Pourtant, elle ne pourra jamais comprendre ma situation. C'est vrai, ma planète ne compte pas sur moi, une menace de guerre ne plane pas directement sur elle, mais je risque la mort parce que je ne suis qu'une dellienne. Je ne suis qu'une victime collatérale des Jeux. Peu de personnes pleureront ma disparition. Mon peuple ne souffre pas de l'oppression, il s'y est doucement habitué, comme lorsqu'on empoisonne quelqu'un goutte par goutte.

— Toi, tu rentreras chez toi. Moi, ce n'est pas sûr, j'ajoute afin quelle comprenne.

Elle me lance un regard attendri.

— C'est pour cette raison que tu dois profiter de la vie. Avant qu'elle ne te soit enlevée.

Je m'efforce de lui sourire. Elle vient de m'assurer de ma mort et non de ma survie.

Elle déplace le fauteuil sur lequel je suis assise afin que je sois en face de la glace.

— Laisse-moi te transformer en beauté fatale !

Je décide de chasser mes idées noires juste pour quelques instants.

— Vas-y, amuse-toi.

Lorsque nous sortons du château, un cortège de calèches nous y attend avec les autres Joueurs. J'ai du mal à me déplacer avec ma longue robe à corset. Mon visage est maquillé et mes cheveux joliment relevés sur ma nuque. J'ai l'impression d'être déguisée.

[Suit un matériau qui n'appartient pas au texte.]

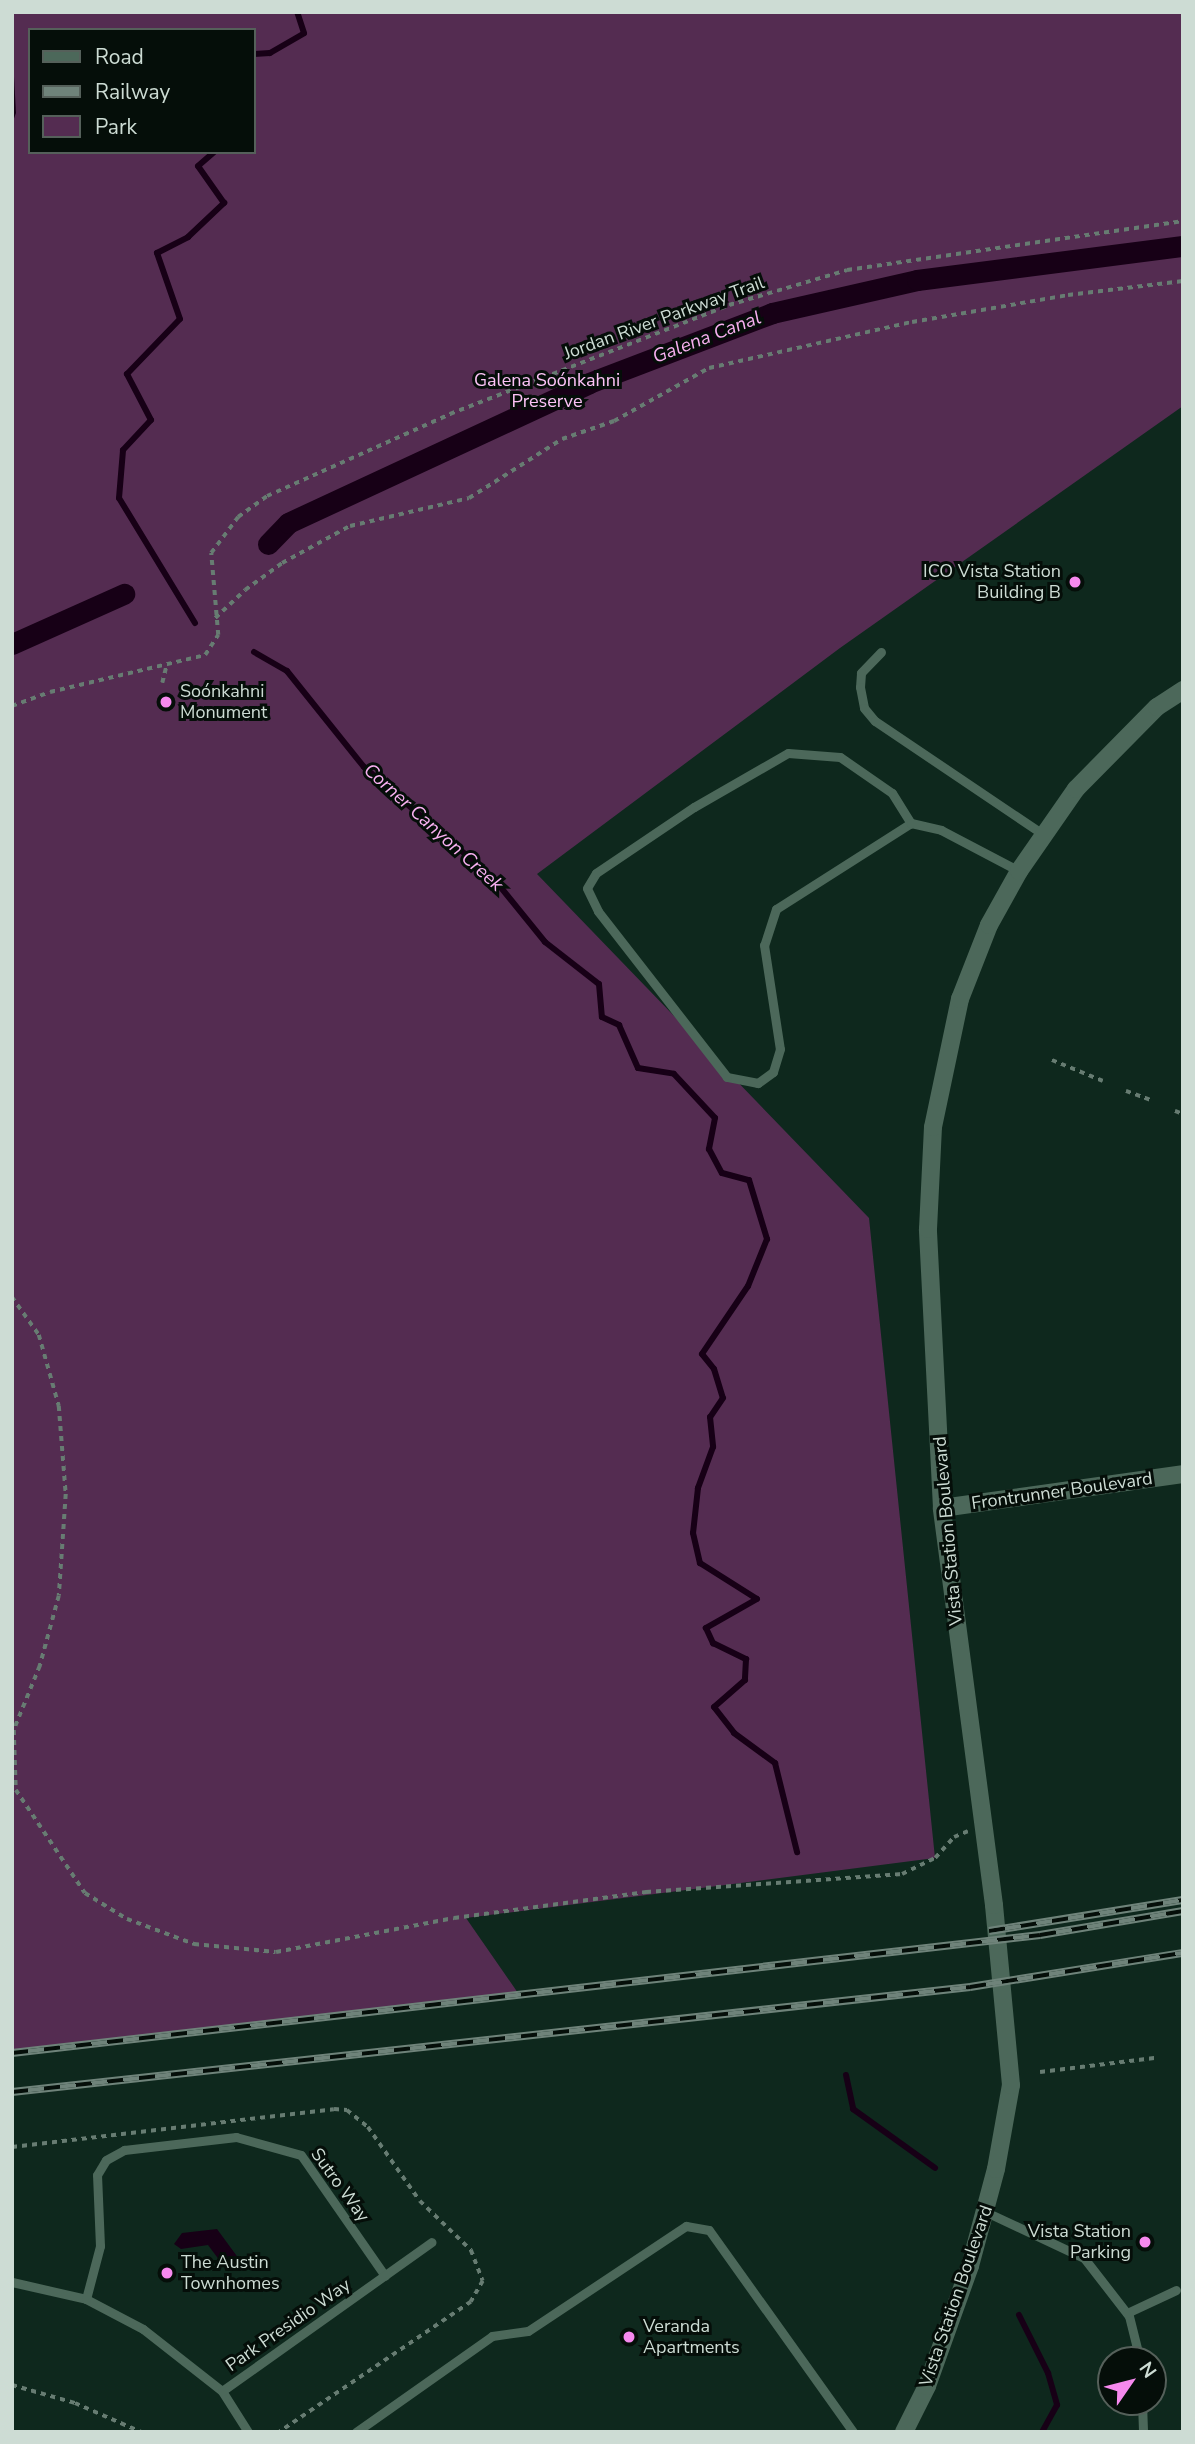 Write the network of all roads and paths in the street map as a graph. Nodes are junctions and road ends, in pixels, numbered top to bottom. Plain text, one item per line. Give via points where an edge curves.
1 (1183, 221) edge
2 (1183, 281) edge
3 (215, 618) junction
4 (881, 652) dead end
5 (166, 667) junction
6 (162, 683) dead end
7 (1183, 690) edge
8 (12, 706) edge
9 (911, 823) junction
10 (1044, 835) junction
11 (1019, 871) junction
12 (1052, 1060) dead end
13 (1103, 1081) dead end
14 (1126, 1091) dead end
15 (1153, 1101) dead end
16 (1175, 1111) dead end
17 (1183, 1114) edge
18 (12, 1297) edge
19 (1183, 1474) edge
20 (942, 1508) junction
21 (982, 1825) junction
22 (1154, 2058) dead end
23 (1040, 2072) dead end
24 (12, 2147) edge
25 (986, 2212) junction
26 (432, 2242) dead end
27 (385, 2276) junction
28 (12, 2282) edge
29 (1176, 2290) dead end
30 (86, 2299) junction
31 (1127, 2313) junction
32 (1136, 2346) edge
33 (12, 2385) edge
34 (222, 2391) junction
35 (141, 2432) edge
36 (248, 2432) edge
37 (280, 2432) edge
38 (356, 2432) edge
39 (853, 2432) edge
40 (904, 2432) edge

1 - 3 path, Jordan River Parkway Trail via 847,270 729,305 450,414 267,496 238,517 211,553
2 - 3 path via 912,322 709,368 614,421 562,439 470,498 350,526 282,563
3 - 5 path, Jordan River Parkway Trail via 218,635 205,655
4 - 10 lane via 861,673 864,708 875,721
5 - 6 path
5 - 8 path, Jordan River Parkway Trail via 50,692
7 - 10 street, Vista Station Boulevard via 1157,707 1076,789
9 - 9 lane via 892,793 840,757 788,753 639,844 596,873 587,888 631,956 727,1077 758,1083 773,1072 780,1049 764,945 776,909
9 - 11 lane via 940,830
10 - 11 street, Vista Station Boulevard
11 - 20 street, Vista Station Boulevard via 989,925 960,999 933,1127 928,1229
12 - 13 path
14 - 15 path
16 - 17 path
18 - 21 path via 39,1335 59,1406 66,1470 60,1595 40,1666 14,1730 16,1790 85,1893 127,1919 194,1944 276,1952 454,1918 646,1892 902,1874 935,1858 954,1837
19 - 20 street, Frontrunner Boulevard
20 - 21 street, Vista Station Boulevard
21 - 25 street, Vista Station Boulevard via 1011,2085
22 - 23 path
24 - 37 path via 334,2109 357,2115 420,2201 471,2249 483,2281 471,2302
25 - 31 lane via 1084,2258
25 - 40 street, Vista Station Boulevard via 927,2386
26 - 27 lane, Park Presidio Way
27 - 30 lane, Sutro Way via 306,2160 293,2150 251,2137 124,2150 106,2160 97,2175 100,2246
27 - 34 lane, Park Presidio Way
28 - 30 lane, Park Presidio Way
29 - 31 lane
30 - 34 lane, Park Presidio Way via 152,2335
31 - 32 lane
33 - 35 path via 75,2403
34 - 36 lane
38 - 39 lane via 492,2336 528,2331 685,2225 709,2230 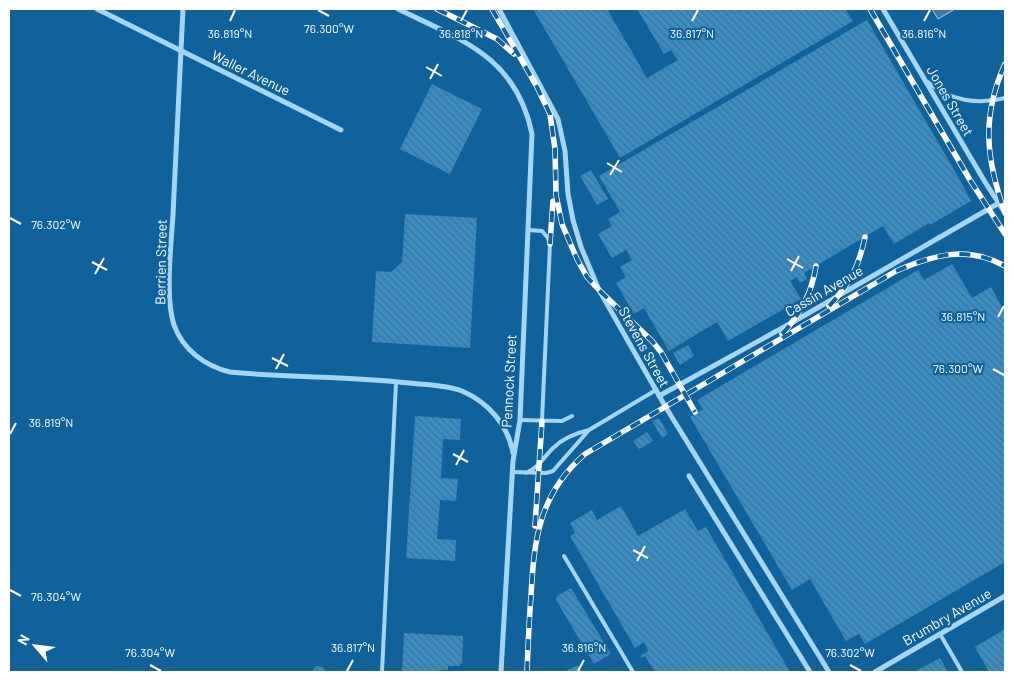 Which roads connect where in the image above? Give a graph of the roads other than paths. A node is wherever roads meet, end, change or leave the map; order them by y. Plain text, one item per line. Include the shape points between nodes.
1 (97, 9) edge
2 (183, 9) edge
3 (398, 9) edge
4 (498, 9) edge
5 (883, 9) edge
6 (181, 50) junction
7 (922, 76) junction
8 (1005, 98) edge
9 (341, 130) dead end
10 (999, 203) junction
11 (1005, 213) edge
12 (528, 230) junction
13 (396, 382) junction
14 (657, 393) junction
15 (572, 416) dead end
16 (520, 420) junction
17 (542, 420) junction
18 (589, 430) junction
19 (513, 461) junction
20 (513, 472) junction
21 (526, 473) junction
22 (689, 476) dead end
23 (564, 556) dead end
24 (1005, 596) edge
25 (940, 634) junction
26 (382, 672) edge
27 (501, 672) edge
28 (633, 672) edge
29 (810, 672) edge
30 (829, 672) edge
31 (875, 672) edge
32 (962, 672) edge

1 - 6 street, Waller Avenue
2 - 6 street, Berrien Street
3 - 12 street, Pennock Street via 479,49 518,92 532,134
4 - 14 street, Stevens Street via 558,119 573,220 589,269
5 - 7 street, Jones Street
6 - 9 street, Waller Avenue
6 - 13 street, Berrien Street via 170,304 182,340 203,361 230,372
7 - 8 lane via 933,86 957,98 977,102
7 - 10 street, Jones Street
10 - 11 street, Jones Street
10 - 14 street, Cassin Avenue via 801,317
12 - 16 street, Pennock Street
12 - 17 lane via 542,232 550,244
13 - 19 street, Berrien Street via 450,388 475,398 491,410 502,426 510,443
13 - 26 lane
14 - 18 lane
14 - 30 street, Stevens Street
15 - 17 lane via 562,422
16 - 17 lane
16 - 19 street, Pennock Street
18 - 21 lane via 576,433 558,444
18 - 21 lane via 553,471
19 - 20 street, Pennock Street
20 - 21 lane
20 - 27 street, Pennock Street
22 - 29 street
23 - 28 lane
24 - 25 street, Brumbry Avenue
25 - 31 street, Brumbry Avenue
25 - 32 lane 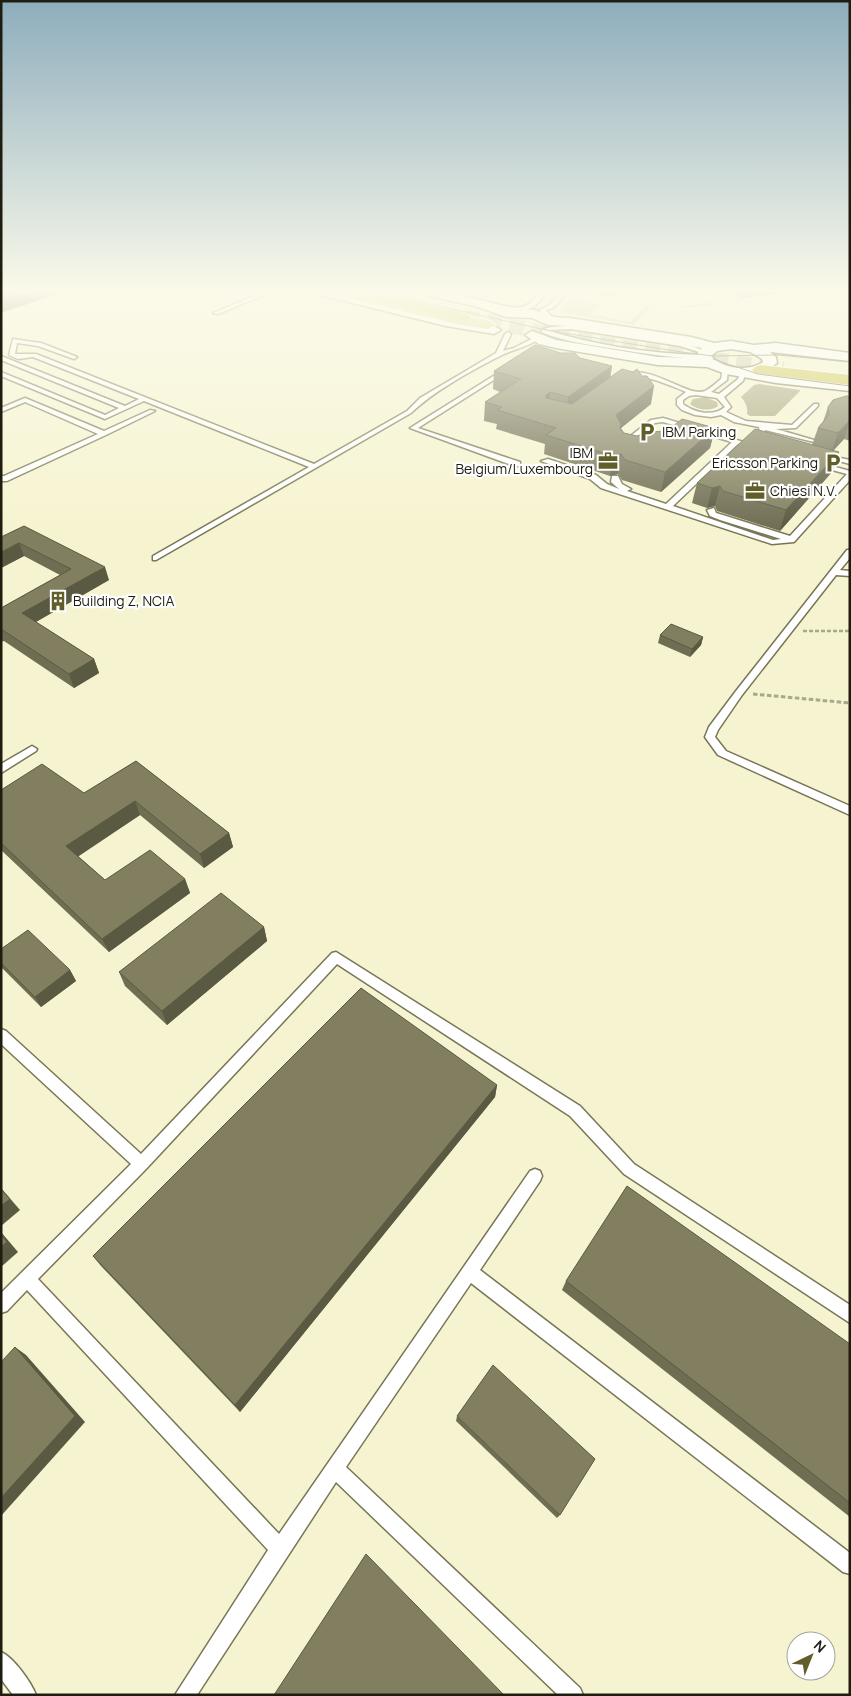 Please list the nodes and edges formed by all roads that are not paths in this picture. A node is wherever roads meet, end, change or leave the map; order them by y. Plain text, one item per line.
1 (34, 371) edge
2 (73, 371) edge
3 (469, 371) edge
4 (506, 371) edge
5 (725, 371) edge
6 (733, 371) edge
7 (753, 371) edge
8 (778, 371) tunnel mouth
9 (787, 371) tunnel mouth
10 (817, 371) edge
11 (1, 374) edge
12 (743, 374) junction
13 (850, 376) edge
14 (621, 377) edge
15 (850, 380) edge
16 (850, 387) edge
17 (692, 393) junction
18 (706, 393) junction
19 (720, 397) junction
20 (144, 399) junction
21 (816, 405) dead end
22 (125, 408) junction
23 (1, 410) edge
24 (689, 410) junction
25 (152, 412) dead end
26 (721, 412) junction
27 (699, 413) junction
28 (679, 424) junction
29 (762, 426) junction
30 (668, 431) edge
31 (104, 434) junction
32 (737, 441) junction
33 (812, 441) dead end
34 (776, 442) edge
35 (759, 447) edge
36 (624, 450) edge
37 (812, 452) edge
38 (545, 461) dead end
39 (813, 462) edge
40 (850, 462) edge
41 (517, 464) dead end
42 (313, 466) junction
43 (850, 474) edge
44 (1, 478) edge
45 (615, 478) edge
46 (670, 505) junction
47 (711, 510) edge
48 (791, 540) junction
49 (850, 552) edge
50 (156, 558) dead end
51 (835, 572) junction
52 (850, 574) edge
53 (32, 749) dead end
54 (1, 769) edge
55 (850, 811) edge
56 (1, 1035) edge
57 (140, 1164) junction
58 (535, 1176) dead end
59 (470, 1272) junction
60 (27, 1279) junction
61 (1, 1305) edge
62 (850, 1315) edge
63 (335, 1469) junction
64 (280, 1549) junction
65 (850, 1566) edge
66 (1, 1662) edge
67 (26, 1695) edge
68 (185, 1695) edge
69 (573, 1695) edge

1 - 22 lane
2 - 20 lane
3 - 42 lane
4 - 41 lane
5 - 18 lane
6 - 12 street
7 - 12 street
8 - 16 street
9 - 15 highway
10 - 13 highway
11 - 22 lane
12 - 19 lane
14 - 17 lane
17 - 18 lane
17 - 24 lane
18 - 19 lane
19 - 26 lane
20 - 22 lane
20 - 42 lane
21 - 29 lane
23 - 31 lane
24 - 27 lane
24 - 28 lane
25 - 31 lane
26 - 27 lane
26 - 29 lane
27 - 28 lane
28 - 30 lane
28 - 32 lane
28 - 36 lane
29 - 33 lane
29 - 34 lane
31 - 44 lane
32 - 35 lane
32 - 46 lane
37 - 40 lane
38 - 46 lane
39 - 43 lane
42 - 50 lane
43 - 48 lane
45 - 46 lane
46 - 48 lane
47 - 48 lane
49 - 51 lane
51 - 52 lane
51 - 55 lane
53 - 54 lane
56 - 57 lane
57 - 60 lane
57 - 62 lane
58 - 59 lane
59 - 63 lane
59 - 65 lane
60 - 61 lane
60 - 64 lane
63 - 64 lane
63 - 69 lane
64 - 68 lane
66 - 67 lane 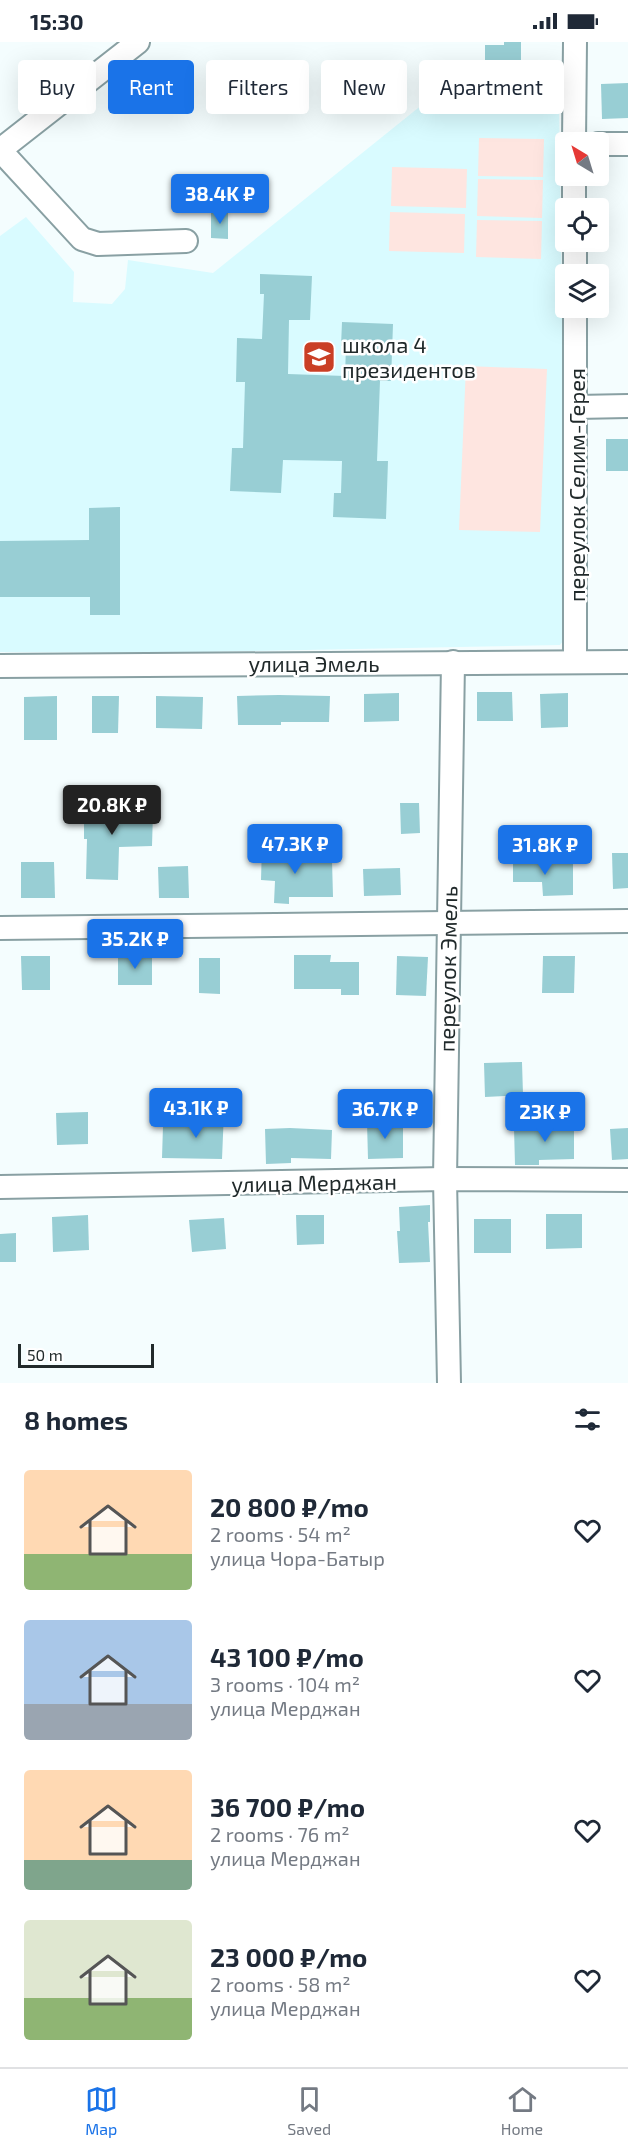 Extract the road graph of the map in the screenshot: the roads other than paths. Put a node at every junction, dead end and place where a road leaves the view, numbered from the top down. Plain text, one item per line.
1 (138, 42) edge
2 (574, 42) edge
3 (574, 132) edge
4 (609, 144) edge
5 (628, 144) edge
6 (0, 150) edge
7 (186, 241) dead end
8 (575, 318) edge
9 (628, 406) edge
10 (576, 407) junction
11 (453, 662) junction
12 (575, 662) junction
13 (628, 662) edge
14 (0, 666) edge
15 (628, 921) edge
16 (448, 923) junction
17 (0, 928) edge
18 (445, 1179) junction
19 (628, 1180) edge
20 (0, 1188) edge
21 (449, 1383) edge

1 - 6 street
2 - 3 street
4 - 5 street
6 - 7 street
8 - 10 street, переулок Селим-Герея
9 - 10 street
10 - 12 street, переулок Селим-Герея
11 - 12 street, улица Эмель
11 - 14 street, улица Эмель
11 - 16 street, переулок Эмель
12 - 13 street, улица Эмель
15 - 16 street
16 - 17 street
16 - 18 street, переулок Эмель
18 - 19 street, улица Мерджан
18 - 20 street, улица Мерджан
18 - 21 street, переулок Эмель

Un majordome m'aide à monter dans une voiture de six places. Je m'y retrouve avec Lindorie, Bélèm, Arwen, Ardalôn et Sindar. Je pouffe de rire lorsque Lindorie me fait une grimace en prenant place à côté de Bélèm.

— Tu as l'air plutôt joyeuse pour une survivante, me lance Arwen avec un ton méfiant.

Je réfléchis à une réplique, mais je ne trouve rien à dire. Il doit encore douter des rumeurs sur ce qu'il s'est passé sur Dell.

Nous arrivons dans le quartier Nyrae et le chauffeur s'arrête devant la place Astal, juste devant l'amphithéâtre Rodal. C'est sur cette place que se tiennent les festivités. Il y a déjà des centaines de vilazans présents qui attendent de nous apercevoir. Lindorie avait raison, nous sommes le spectacle du monde.

Nous sortons de notre calèche. Chaque candidat a revêtu une tenue très élégante, assortie à des gants, le signe qui nous distingue en tant que participant aux Jeux. Je dirais plutôt qu'ils sont comme des menottes qui nous rendent prisonniers de cette compétition mortelle.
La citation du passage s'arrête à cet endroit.